And now the second canard is upon us with the assertion that “everyone is already doing it” and that recreational marijuana is not harmful. When the push began, those supporting it chanted “nobody has ever died from marijuana.” And that folks, is just plain bulls—t.

A New York Times article on May 31, 2014, noted:

“Five months after Colorado became the first state to allow recreational marijuana sales, the battle over legalization is still raging.

“Law enforcement officers in Colorado and neighboring states, emergency room doctors and legalization opponents increasingly are highlighting a series of recent problems as cautionary lessons for other states flirting with loosening marijuana laws.

“There is the Denver man who, hours after buying a package of marijuana-infused Karma Kandy from one of Colorado’s new recreational marijuana shops, began raving about the end of the world and then pulled a handgun from the family safe and killed his wife, the authorities say. Some hospital officials say they are treating growing numbers of children and adults sickened by potent doses of edible marijuana. Sheriffs in neighboring states complain about stoned drivers streaming out of Colorado and through their towns.”
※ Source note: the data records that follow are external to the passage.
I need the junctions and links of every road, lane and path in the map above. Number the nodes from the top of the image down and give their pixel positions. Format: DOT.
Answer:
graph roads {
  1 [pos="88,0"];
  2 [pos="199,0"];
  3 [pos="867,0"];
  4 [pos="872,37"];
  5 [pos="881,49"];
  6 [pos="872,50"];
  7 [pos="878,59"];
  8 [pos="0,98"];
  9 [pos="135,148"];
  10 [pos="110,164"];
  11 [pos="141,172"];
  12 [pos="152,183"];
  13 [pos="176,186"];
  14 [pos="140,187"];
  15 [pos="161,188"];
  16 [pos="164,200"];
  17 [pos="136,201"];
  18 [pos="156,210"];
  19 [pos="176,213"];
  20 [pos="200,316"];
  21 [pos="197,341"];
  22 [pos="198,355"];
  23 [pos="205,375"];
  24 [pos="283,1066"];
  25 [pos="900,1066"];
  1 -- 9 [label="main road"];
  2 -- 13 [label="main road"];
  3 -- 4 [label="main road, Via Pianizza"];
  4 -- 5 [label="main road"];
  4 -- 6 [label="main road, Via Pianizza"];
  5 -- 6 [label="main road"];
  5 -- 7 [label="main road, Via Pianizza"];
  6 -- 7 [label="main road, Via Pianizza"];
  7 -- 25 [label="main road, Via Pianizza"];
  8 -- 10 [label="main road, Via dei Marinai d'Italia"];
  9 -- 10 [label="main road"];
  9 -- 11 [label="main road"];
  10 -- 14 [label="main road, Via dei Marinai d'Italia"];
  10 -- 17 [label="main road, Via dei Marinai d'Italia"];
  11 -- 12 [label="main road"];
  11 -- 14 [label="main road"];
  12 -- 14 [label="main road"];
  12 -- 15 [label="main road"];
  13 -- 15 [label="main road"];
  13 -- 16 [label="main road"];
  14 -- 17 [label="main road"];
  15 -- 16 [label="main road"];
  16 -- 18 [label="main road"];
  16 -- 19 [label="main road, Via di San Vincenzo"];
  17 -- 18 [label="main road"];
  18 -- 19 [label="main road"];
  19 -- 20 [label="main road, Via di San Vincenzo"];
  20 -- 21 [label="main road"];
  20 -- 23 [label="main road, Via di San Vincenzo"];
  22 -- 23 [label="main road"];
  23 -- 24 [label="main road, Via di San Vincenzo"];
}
On May 24, 2014, Newsweek reported:

“Wednesday’s move in Colorado to tighten rules on edible goods made with pot comes after two adult deaths possibly linked to such products. Meanwhile, a Colorado children’s hospital said it has seen an uptick in the number of admissions of children who ingested marijuana-laced foods since the start of the year.

“’Since the … legalization of recreational marijuana sales, Children’s Colorado has treated nine children, six of whom became critically ill from edible marijuana,’ the statement from Colorado Children’s Hospital said.”

And The Raw Story reported on April 2, 2014:

“A Wyoming college student visiting Colorado on spring break is the first reported death related to the legal sale of recreational marijuana.

“Levy Thamba, a student at Northwest College, fell to his death last month from the balcony of a Holiday Inn in Denver.

“Autopsy results released Monday showed the 19-year-old Thamba, who was also known as Levi Thamba Pongi, died from multiple injuries caused by the fall. But the coroner also listed ‘marijuana intoxication’ from a pot-infused cookie as a significant contributor to the student’s death.”

And finally, CBS reported from Seattle on February 4, 2014:

“According to a recent study, fatal car crashes involving pot use have tripled in the U.S.

‘Currently, one of nine drivers involved in fatal crashes would test positive for marijuana,’ Dr. Guohua Li, director of the Center for Injury Epidemiology and Prevention at Columbia, and co-author of the study told HealthDay News.”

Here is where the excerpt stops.